So before I grade Jeremy Lamb, let me get one thing straight: he is NOT James Harden. There, I said it. Too often this past year I’ve heard SuperLamb compared to The Bearded Man for one reason only: the trade two Septembers ago that brought about the end of an era. It’s not fair to criticize Lamb based simply on the fact that we gave up the best shooting guard in the league for a rookie prospect. Jeremy is his own player, a freakish athlete with an even more freakish wingspan. Jeremy Lamb is not James Harden, but he has all the attributes to be on the same level.
Offensive Grade: B
The best way to describe Jeremy Lamb when it comes to his offensive prowess is simply “meh”. While not fantastic in any certain facet, Lamb was solid in all areas. He averaged 8.5 points per game on 43.2% shooting and 35.6% from beyond the arc, while also managing to dole out 1.5 assists per contest. But Jeremy’s problem throughout the whole season was his ability to drop 20 and 5 in one game, then record just one turnover the next. The consistency just wasn’t present. However Scott Brooks does deserve some criticism for his lack of giving out consistent minutes. I know I wasn’t the only one crying of joy when Brooks played Jeremy in Games 3 and 4 against San Antonio.
Defensive Grade: C+
On the defensive side of the ball, Jeremy Lamb has been given all the necessary tools and attributes to successfully be a top 15 defender in the NBA. His wingspan is the size of a yacht cruising along the Mediterranean Sea, and he possesses all the natural athleticism to create havoc against his opponents.
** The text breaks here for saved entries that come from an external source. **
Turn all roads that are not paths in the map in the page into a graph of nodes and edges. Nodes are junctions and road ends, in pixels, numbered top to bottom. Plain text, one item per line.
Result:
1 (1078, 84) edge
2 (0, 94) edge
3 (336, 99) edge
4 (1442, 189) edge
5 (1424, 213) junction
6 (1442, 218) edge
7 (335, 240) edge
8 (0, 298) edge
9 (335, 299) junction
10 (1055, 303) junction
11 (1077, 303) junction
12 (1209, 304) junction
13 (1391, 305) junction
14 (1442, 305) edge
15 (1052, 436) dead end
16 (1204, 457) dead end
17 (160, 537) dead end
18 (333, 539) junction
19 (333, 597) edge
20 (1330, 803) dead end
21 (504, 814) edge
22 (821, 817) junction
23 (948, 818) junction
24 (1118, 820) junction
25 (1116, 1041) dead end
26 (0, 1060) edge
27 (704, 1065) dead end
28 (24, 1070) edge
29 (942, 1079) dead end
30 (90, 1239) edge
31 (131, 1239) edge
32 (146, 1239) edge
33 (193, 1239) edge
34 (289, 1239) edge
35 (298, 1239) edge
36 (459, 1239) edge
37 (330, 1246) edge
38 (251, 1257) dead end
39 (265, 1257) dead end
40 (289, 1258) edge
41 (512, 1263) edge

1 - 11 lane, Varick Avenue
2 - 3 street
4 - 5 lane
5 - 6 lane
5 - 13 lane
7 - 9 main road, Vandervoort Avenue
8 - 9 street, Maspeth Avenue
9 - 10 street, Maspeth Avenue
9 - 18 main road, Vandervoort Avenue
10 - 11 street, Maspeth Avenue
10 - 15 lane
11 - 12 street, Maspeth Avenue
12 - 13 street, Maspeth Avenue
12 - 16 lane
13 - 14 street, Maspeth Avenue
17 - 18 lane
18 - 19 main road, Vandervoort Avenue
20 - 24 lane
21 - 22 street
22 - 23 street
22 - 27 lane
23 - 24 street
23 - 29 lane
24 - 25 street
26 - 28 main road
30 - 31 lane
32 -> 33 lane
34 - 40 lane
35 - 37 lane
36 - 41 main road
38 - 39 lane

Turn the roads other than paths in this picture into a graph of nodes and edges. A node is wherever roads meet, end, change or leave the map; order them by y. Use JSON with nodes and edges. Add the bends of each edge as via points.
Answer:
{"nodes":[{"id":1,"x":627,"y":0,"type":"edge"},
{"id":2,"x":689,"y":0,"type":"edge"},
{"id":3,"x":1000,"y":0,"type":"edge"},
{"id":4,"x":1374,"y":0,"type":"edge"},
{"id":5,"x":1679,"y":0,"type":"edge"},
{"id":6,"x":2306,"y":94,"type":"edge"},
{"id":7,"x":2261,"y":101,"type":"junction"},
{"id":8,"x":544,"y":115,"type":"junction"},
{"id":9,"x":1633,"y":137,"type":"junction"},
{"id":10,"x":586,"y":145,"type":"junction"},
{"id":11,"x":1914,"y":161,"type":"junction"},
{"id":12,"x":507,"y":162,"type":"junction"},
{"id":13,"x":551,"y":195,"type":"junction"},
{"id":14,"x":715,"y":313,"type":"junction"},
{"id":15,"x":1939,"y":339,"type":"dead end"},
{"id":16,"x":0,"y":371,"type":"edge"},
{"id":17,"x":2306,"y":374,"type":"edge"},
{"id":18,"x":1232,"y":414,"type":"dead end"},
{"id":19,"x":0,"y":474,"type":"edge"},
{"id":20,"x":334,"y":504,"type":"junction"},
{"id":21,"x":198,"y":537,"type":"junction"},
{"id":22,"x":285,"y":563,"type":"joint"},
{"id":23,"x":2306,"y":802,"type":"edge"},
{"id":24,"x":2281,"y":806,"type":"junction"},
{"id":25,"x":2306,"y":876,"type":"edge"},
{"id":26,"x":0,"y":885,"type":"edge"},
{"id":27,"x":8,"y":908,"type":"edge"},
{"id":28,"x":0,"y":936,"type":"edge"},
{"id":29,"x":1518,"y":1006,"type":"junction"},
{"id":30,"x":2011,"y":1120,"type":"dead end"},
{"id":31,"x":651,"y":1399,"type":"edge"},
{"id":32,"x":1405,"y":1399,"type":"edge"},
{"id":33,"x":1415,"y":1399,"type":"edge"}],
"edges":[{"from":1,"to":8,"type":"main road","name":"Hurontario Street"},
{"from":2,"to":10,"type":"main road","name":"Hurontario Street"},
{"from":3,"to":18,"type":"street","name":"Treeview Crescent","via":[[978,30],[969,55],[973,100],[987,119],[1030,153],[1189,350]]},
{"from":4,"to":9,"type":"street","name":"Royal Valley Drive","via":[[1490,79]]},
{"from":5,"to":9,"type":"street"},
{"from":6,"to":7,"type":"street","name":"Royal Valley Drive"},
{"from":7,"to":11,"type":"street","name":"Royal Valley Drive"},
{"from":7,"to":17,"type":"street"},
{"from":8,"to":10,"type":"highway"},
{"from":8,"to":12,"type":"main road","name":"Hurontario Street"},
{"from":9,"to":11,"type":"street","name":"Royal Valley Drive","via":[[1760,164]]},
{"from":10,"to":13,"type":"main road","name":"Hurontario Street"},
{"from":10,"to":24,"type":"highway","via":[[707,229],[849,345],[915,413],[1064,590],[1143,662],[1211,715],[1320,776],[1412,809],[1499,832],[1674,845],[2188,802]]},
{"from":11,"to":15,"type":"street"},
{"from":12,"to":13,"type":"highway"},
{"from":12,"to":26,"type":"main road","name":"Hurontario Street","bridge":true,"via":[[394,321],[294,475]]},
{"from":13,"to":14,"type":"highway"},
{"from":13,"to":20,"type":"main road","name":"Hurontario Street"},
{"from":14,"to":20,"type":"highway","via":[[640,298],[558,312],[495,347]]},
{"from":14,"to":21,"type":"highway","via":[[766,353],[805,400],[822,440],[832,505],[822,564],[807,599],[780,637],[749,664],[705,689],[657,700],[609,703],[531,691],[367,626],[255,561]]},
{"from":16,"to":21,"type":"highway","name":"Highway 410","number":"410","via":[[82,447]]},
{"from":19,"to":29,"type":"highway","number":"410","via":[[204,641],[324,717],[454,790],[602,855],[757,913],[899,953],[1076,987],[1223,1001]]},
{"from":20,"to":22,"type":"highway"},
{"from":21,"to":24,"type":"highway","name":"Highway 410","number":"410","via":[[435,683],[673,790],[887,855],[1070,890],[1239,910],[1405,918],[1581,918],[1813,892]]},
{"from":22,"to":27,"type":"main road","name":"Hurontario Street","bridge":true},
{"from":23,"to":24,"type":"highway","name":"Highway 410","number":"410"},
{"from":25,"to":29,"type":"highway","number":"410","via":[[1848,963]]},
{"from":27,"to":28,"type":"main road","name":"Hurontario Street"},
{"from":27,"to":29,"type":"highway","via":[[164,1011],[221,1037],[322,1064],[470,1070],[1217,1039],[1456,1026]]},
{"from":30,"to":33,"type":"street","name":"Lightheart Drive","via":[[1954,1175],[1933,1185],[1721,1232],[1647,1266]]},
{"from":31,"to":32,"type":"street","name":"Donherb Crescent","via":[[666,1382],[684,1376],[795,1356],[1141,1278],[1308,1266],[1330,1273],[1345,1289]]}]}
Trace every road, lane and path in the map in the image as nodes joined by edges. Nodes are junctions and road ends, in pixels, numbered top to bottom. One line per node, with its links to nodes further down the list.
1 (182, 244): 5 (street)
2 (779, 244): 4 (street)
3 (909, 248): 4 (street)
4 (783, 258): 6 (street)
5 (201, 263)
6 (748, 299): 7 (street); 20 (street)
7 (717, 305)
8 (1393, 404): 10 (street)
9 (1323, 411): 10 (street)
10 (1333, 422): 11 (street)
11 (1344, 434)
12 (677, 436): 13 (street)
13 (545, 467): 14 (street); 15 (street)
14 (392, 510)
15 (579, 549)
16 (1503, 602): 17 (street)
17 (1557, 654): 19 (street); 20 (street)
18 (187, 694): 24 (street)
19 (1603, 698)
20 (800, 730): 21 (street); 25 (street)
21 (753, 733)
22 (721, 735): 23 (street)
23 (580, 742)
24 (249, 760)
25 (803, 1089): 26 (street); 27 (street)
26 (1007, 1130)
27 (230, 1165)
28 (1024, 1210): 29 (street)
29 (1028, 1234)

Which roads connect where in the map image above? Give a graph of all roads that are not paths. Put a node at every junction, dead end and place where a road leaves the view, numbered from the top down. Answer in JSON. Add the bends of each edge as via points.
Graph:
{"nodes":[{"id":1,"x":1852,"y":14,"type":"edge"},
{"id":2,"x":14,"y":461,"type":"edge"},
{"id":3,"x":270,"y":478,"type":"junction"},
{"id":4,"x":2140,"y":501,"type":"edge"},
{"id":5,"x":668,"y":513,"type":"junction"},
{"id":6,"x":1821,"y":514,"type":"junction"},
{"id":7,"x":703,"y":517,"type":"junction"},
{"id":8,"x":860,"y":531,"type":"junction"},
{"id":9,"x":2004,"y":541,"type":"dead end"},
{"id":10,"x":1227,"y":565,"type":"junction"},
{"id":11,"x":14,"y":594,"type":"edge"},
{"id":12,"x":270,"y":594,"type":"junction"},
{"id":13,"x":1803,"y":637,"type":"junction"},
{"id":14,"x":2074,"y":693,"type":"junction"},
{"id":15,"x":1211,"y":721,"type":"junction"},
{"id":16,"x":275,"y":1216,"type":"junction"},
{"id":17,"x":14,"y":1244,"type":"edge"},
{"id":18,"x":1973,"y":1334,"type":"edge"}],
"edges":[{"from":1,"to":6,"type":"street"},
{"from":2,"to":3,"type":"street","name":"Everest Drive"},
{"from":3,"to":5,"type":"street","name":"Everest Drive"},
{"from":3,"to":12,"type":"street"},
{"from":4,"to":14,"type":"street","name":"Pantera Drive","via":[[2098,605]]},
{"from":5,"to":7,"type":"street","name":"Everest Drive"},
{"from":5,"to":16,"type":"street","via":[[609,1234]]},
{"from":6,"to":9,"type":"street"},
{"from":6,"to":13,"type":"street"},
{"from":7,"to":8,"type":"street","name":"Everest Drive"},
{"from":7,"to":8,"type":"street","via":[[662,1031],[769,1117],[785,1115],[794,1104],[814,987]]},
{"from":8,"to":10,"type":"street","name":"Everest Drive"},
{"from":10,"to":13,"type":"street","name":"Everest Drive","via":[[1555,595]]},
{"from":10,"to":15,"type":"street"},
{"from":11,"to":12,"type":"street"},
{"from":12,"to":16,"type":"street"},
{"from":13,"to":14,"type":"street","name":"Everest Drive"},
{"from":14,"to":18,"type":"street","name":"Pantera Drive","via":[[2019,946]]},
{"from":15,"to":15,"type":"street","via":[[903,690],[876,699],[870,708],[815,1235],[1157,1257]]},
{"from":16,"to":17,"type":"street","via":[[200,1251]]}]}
But for Jeremy, it’s all about tapping to that athleticism and becoming a terror. Too many times throughout the season you’d catch Lamb staring at the ball while his opponent ran around and found an easy shot. He’s demonstrated at times that he can use his length to disrupt passing lanes, averaging 0.7 steals per game in limited time.
Off the court, SuperLamb brings a fun, youthful vibe to the team. As the player exchanged for James Harden, there’s a lot of pressure, but Jeremy handles it well, improving drastically in his two years as a pro and seizing his opportunities. His attitude to not get down on himself serves the team well and improves team morale.
Keys for Improvement- Consistency, consistency, consistency. Jeremy has the shooting ability and the knack for scoring to go out and drop 15 off the bench every night, but it all comes down to simply performing every contest. One big game doesn’t allow him to go out there and cluelessly run around. He has to show Scott Brooks that he’s the man of the job and go out on the court and play real ball. For Jeremy defense all comes down to one thing: concentration. Lamb cannot stand around and watch his opponent drive right past him. He has to stay focused on his opponent and use his length to disrupt plays.